EXCERPTED RECORDS Block Start

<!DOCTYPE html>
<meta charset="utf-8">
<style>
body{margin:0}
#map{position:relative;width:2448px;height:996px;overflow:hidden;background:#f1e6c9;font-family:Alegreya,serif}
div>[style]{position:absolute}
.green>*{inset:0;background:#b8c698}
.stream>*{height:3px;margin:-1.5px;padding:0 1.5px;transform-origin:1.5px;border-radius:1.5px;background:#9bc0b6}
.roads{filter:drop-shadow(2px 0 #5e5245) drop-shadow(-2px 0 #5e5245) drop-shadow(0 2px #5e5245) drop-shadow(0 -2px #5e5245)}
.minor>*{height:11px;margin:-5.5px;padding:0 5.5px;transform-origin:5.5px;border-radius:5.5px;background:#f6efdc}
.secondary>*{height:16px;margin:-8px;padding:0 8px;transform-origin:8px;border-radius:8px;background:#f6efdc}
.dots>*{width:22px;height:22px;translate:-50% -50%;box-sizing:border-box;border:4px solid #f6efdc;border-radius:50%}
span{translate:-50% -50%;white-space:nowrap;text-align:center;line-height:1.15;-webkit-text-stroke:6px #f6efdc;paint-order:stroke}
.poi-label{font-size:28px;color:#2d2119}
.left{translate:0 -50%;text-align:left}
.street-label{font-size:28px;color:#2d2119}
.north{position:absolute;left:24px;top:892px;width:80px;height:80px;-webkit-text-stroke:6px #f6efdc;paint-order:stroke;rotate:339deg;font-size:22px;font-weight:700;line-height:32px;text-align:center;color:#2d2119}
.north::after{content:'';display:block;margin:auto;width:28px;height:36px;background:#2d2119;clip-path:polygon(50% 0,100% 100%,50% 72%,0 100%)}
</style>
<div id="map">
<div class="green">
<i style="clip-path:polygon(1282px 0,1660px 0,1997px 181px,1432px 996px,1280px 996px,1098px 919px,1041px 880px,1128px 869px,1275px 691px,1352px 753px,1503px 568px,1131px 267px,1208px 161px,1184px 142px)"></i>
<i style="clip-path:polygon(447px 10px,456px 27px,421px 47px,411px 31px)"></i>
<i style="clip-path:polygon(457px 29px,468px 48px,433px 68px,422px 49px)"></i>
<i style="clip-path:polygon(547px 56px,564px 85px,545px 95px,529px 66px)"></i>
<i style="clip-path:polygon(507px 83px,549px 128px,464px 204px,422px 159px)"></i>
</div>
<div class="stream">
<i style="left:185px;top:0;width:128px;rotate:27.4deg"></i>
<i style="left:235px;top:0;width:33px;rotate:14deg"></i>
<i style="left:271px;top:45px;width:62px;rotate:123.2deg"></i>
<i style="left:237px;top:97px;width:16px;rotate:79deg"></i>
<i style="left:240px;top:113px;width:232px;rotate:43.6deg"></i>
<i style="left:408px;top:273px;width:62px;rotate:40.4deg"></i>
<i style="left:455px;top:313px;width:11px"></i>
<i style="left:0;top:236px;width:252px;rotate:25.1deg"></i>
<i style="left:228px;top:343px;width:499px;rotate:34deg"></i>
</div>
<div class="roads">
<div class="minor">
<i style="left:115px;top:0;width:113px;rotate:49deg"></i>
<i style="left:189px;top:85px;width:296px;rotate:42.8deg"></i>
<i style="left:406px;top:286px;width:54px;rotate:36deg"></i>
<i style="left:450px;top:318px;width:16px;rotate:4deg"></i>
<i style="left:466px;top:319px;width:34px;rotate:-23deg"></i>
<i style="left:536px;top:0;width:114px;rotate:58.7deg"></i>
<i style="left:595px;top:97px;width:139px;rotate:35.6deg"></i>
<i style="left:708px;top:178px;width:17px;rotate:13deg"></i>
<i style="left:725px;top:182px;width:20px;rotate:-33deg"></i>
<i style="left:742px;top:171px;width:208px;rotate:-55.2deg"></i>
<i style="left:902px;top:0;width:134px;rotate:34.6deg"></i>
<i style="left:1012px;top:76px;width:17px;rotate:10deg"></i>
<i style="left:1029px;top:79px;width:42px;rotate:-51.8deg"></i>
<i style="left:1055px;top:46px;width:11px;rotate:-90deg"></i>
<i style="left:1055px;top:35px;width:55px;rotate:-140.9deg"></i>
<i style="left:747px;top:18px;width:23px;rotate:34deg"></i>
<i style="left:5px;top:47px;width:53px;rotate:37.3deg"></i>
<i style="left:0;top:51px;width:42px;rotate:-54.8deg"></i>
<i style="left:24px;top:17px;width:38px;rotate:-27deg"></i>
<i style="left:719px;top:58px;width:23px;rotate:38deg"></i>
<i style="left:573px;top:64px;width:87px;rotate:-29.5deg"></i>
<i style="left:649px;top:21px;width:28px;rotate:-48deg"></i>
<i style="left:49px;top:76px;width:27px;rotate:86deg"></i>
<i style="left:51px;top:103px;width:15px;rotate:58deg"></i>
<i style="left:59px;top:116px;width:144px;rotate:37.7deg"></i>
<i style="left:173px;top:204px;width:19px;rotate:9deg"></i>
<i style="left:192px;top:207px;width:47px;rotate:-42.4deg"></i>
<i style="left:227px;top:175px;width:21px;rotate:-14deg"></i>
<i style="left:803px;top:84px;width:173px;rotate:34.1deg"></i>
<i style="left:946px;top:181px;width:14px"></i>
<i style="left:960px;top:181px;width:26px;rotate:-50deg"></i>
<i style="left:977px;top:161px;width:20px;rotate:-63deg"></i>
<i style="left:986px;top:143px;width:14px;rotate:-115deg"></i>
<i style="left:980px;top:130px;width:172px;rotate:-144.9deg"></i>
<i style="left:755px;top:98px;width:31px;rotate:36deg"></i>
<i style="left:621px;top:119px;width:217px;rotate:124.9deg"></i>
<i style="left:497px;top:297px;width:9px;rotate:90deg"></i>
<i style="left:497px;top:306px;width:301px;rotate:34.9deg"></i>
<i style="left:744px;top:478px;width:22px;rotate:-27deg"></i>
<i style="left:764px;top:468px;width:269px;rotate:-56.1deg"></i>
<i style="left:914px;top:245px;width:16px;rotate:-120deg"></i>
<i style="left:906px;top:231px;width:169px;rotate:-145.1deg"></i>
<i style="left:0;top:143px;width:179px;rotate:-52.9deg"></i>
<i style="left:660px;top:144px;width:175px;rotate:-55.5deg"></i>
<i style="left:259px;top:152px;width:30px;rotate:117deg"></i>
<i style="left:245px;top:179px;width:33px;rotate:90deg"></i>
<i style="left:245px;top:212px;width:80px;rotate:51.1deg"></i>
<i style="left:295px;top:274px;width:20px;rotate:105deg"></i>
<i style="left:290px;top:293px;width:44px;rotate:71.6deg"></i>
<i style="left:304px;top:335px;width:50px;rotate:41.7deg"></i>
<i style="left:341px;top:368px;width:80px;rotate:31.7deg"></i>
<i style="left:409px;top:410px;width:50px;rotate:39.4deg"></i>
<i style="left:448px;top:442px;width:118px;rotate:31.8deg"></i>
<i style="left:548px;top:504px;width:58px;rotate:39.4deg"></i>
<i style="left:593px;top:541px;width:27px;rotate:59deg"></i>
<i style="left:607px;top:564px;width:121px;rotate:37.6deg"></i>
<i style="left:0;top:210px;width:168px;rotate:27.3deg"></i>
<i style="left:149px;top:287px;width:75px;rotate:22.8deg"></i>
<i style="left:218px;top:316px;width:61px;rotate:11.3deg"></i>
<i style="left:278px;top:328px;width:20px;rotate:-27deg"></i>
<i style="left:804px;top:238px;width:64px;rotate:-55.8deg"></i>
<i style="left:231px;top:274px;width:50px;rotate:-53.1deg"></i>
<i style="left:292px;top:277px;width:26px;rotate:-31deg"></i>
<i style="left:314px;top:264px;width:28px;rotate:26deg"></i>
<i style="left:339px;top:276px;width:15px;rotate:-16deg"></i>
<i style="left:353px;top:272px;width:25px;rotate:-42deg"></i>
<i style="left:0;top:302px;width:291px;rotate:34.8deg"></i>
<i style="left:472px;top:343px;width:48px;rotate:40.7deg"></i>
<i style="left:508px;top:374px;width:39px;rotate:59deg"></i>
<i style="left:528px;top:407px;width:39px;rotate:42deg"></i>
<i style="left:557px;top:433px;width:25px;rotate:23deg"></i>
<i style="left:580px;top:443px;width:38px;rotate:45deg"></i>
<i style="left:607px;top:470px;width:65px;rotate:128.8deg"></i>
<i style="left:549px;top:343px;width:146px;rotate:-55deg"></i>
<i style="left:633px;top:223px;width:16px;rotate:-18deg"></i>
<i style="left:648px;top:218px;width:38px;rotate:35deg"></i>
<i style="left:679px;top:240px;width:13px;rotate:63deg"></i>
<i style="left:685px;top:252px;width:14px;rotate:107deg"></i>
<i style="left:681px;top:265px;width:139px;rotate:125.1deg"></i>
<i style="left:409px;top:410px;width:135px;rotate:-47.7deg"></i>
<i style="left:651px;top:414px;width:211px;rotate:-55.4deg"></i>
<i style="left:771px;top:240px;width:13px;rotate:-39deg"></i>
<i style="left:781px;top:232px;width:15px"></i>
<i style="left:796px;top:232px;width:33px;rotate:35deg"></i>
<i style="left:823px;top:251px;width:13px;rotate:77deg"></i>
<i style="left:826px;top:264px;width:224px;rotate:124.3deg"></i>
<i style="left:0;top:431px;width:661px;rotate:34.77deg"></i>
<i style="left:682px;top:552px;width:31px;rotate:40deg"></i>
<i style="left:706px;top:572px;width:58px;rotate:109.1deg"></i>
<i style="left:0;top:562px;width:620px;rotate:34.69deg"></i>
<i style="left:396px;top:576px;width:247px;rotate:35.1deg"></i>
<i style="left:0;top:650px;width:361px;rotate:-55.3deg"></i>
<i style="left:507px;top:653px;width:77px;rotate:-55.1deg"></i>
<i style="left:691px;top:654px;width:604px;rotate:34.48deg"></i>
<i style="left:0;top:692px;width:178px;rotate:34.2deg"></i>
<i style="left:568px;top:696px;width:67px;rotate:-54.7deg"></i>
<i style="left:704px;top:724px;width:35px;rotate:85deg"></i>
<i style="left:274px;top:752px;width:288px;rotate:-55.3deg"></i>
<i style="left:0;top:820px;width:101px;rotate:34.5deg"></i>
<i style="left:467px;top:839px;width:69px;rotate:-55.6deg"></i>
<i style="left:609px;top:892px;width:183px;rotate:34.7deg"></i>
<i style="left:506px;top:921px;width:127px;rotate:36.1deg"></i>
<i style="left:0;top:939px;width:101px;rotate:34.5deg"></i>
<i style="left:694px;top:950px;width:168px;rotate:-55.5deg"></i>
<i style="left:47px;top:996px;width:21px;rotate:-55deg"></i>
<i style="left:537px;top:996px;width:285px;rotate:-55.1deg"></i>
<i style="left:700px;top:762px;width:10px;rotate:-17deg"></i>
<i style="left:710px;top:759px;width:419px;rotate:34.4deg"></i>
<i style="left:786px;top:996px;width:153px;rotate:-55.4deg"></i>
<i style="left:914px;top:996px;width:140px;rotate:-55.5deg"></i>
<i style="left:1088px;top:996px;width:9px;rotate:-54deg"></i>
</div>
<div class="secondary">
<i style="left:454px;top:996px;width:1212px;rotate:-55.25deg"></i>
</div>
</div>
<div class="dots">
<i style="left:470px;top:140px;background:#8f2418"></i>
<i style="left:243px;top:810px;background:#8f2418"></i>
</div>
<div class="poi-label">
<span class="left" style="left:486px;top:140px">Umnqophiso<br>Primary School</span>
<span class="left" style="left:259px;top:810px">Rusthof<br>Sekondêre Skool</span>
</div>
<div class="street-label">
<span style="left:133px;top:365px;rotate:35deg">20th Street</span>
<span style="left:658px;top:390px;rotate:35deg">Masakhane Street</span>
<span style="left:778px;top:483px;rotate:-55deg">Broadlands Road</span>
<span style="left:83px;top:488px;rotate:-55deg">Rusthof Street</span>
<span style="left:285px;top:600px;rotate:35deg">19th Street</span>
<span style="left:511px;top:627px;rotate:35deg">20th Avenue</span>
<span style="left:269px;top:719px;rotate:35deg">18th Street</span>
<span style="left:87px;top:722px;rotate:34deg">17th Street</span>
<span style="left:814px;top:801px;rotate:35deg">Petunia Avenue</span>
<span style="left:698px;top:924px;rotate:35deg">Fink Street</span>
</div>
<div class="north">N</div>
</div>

EXCERPTED RECORDS Block End

_WHAT YOU WILL DO_
Each line of the data in which the string "stream" appears needs to be copied.

_SOLVED EXERCISE_
.stream>*{height:3px;margin:-1.5px;padding:0 1.5px;transform-origin:1.5px;border-radius:1.5px;background:#9bc0b6}
<div class="stream">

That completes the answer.